§ Work instructions
Go through the listing below and show each line that has the word "Keep".
(Extracted entries begins)
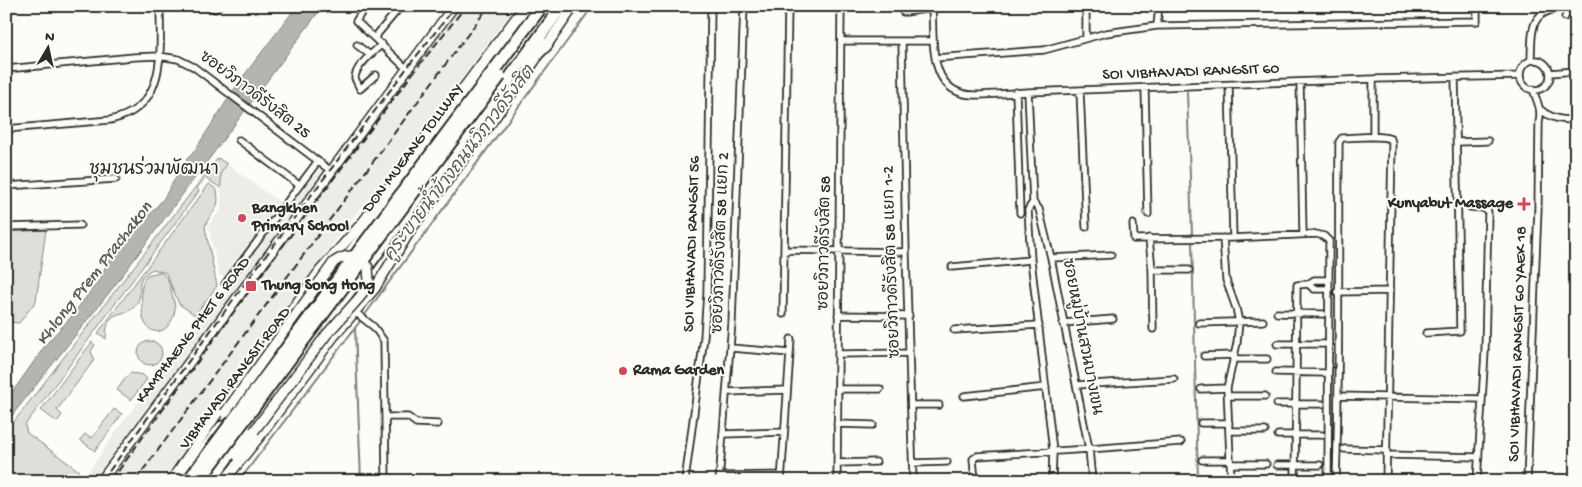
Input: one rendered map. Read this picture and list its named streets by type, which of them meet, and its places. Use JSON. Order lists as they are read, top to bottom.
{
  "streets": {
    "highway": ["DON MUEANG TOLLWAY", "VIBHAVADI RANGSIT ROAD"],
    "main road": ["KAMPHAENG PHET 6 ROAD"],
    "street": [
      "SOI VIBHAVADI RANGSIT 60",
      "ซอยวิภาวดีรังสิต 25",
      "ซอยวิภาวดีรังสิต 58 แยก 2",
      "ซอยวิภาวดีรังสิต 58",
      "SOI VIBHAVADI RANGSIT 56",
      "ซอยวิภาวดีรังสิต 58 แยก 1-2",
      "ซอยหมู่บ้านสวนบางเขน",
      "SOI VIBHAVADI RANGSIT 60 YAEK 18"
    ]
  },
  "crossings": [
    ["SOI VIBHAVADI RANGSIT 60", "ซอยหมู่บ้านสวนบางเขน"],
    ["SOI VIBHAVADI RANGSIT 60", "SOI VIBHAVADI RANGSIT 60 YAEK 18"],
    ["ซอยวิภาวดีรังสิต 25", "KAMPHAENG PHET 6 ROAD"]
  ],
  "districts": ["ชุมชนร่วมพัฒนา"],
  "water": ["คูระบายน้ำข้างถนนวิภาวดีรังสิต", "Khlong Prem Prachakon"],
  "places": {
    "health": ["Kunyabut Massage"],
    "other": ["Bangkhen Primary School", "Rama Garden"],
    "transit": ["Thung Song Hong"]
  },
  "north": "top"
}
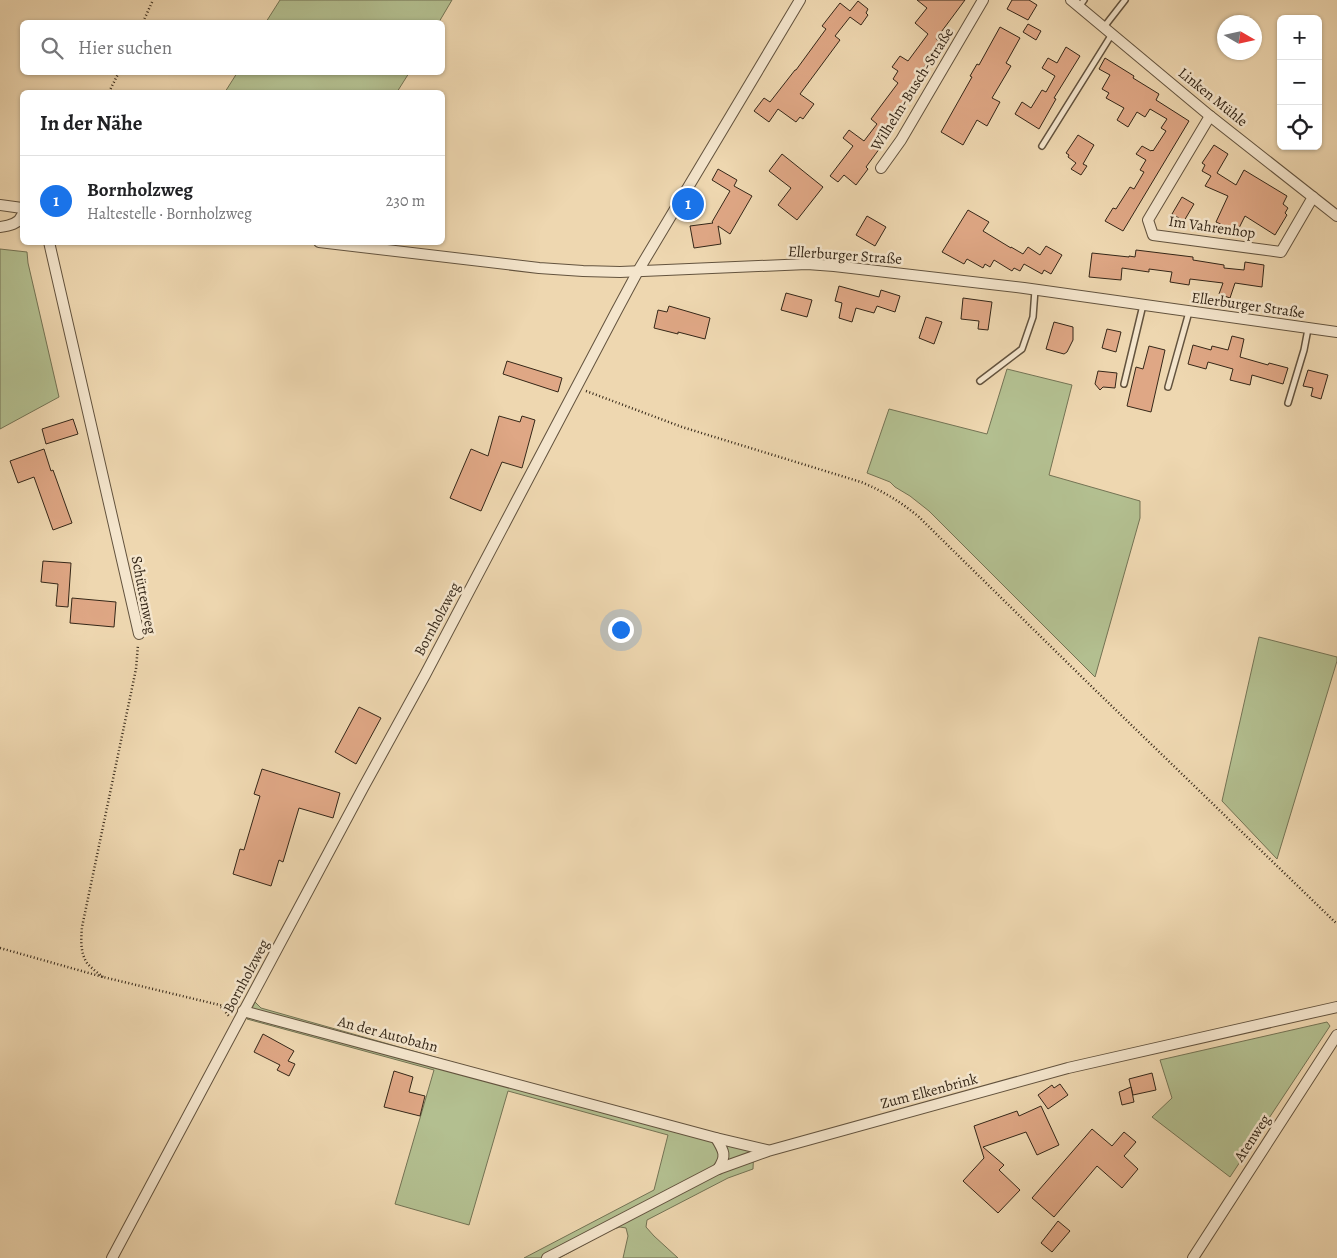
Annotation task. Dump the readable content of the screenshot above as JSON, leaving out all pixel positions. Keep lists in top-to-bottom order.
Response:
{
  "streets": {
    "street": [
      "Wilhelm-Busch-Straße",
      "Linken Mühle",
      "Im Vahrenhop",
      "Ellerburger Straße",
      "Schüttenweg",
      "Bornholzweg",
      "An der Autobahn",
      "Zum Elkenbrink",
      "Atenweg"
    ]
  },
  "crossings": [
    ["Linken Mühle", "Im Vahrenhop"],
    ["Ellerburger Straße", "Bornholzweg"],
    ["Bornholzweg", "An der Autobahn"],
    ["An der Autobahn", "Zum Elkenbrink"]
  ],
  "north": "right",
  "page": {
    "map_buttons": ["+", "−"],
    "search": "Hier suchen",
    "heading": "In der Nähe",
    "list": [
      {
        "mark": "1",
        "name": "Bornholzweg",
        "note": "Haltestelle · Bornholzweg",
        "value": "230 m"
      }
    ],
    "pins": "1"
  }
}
(Extracted entries ends)
(Extracted entries begins)
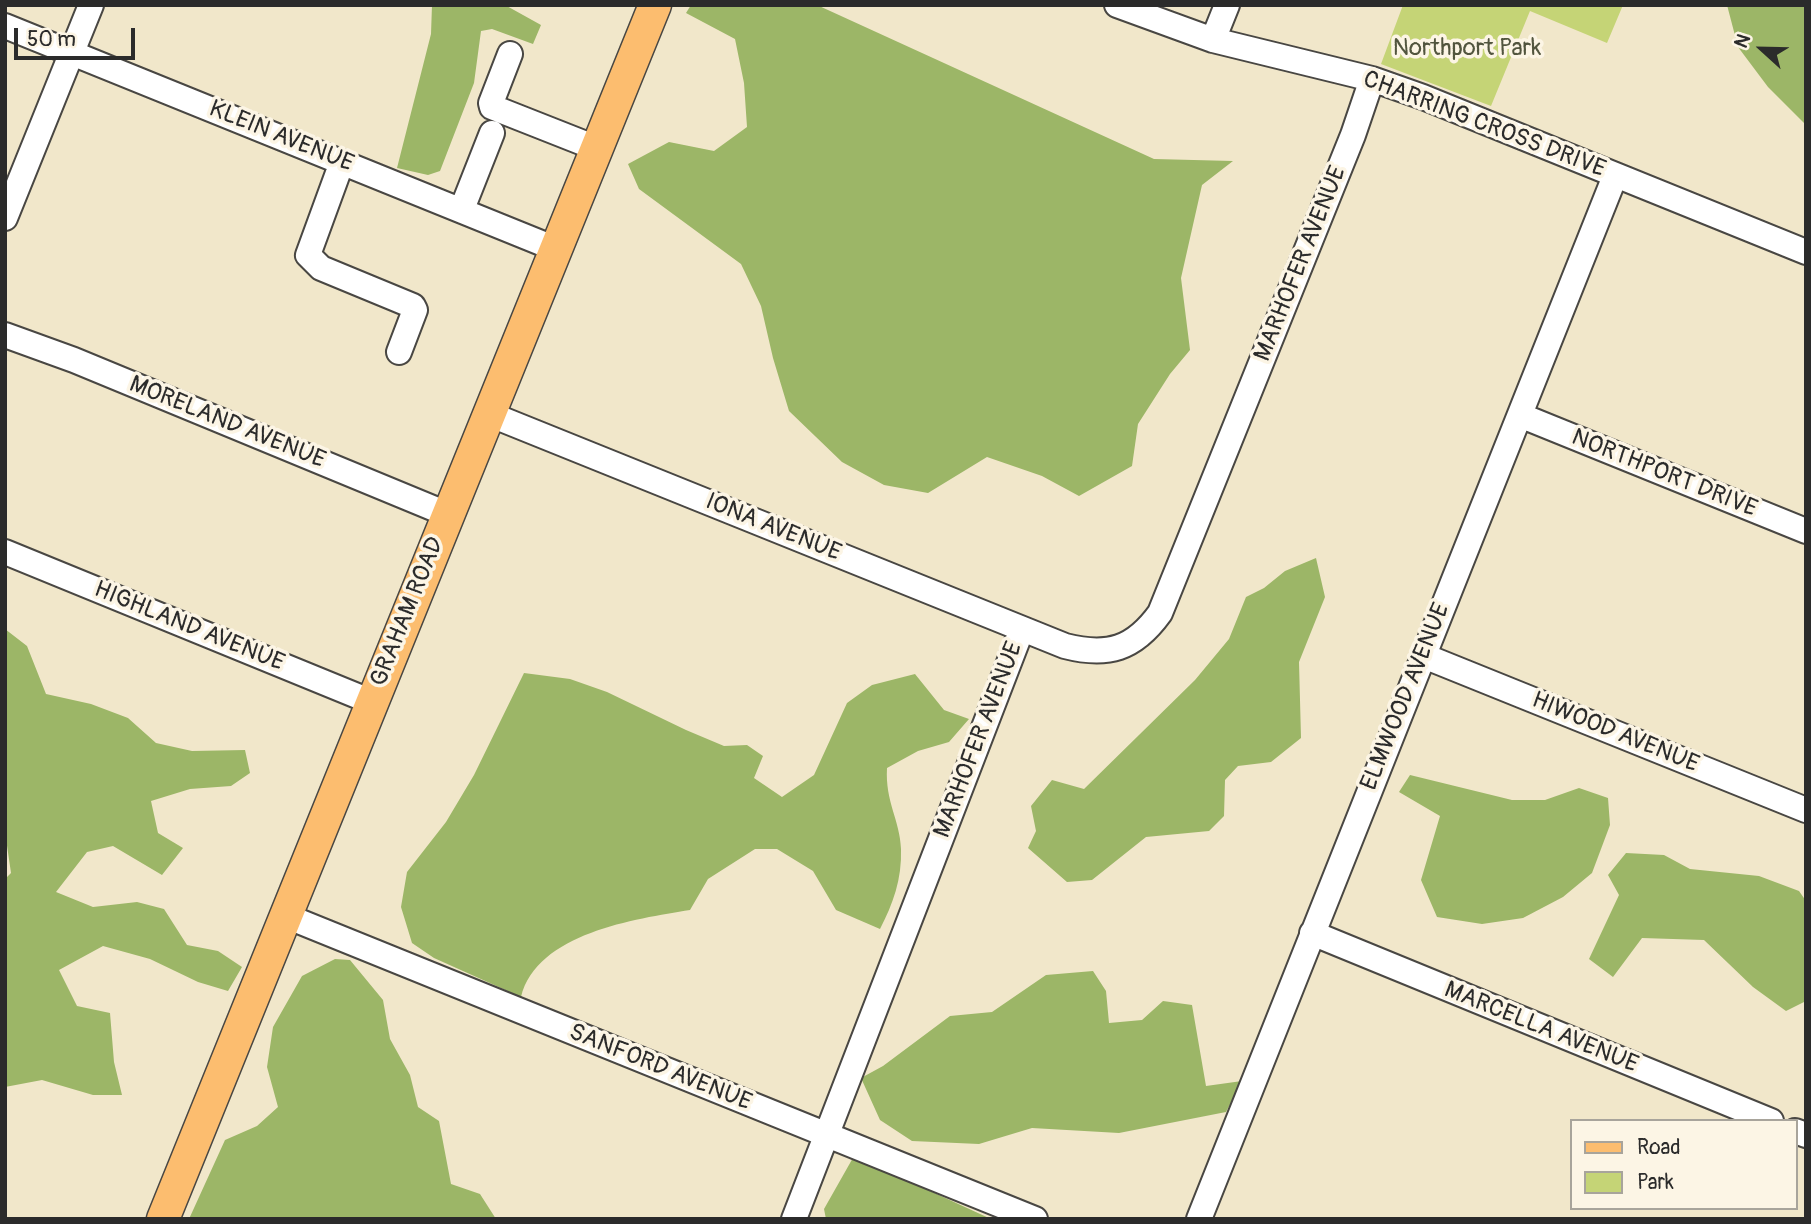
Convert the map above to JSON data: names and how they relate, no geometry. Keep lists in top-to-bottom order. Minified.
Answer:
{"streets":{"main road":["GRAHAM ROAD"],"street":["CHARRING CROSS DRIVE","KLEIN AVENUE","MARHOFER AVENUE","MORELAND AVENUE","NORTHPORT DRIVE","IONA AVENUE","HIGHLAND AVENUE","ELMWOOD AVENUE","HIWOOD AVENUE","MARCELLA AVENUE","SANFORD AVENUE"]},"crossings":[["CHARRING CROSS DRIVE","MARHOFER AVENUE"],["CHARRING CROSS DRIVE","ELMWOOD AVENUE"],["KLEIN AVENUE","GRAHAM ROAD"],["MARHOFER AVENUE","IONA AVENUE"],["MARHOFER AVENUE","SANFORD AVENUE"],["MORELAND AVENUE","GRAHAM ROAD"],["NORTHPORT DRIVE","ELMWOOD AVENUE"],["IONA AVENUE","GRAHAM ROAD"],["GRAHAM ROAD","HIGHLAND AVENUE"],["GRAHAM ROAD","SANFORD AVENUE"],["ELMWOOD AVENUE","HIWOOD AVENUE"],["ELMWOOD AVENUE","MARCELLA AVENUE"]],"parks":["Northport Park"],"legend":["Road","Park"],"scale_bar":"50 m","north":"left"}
(Extracted entries ends)
§ Answer section
Annotation task. Dump the readable content of the screenshot above as JSON, leaving out all pixel positions. Keep lists in top-to-bottom order.
Convert the map above to JSON data: names and how they relate, no geometry. Keep lists in top-to-bottom order. Minified.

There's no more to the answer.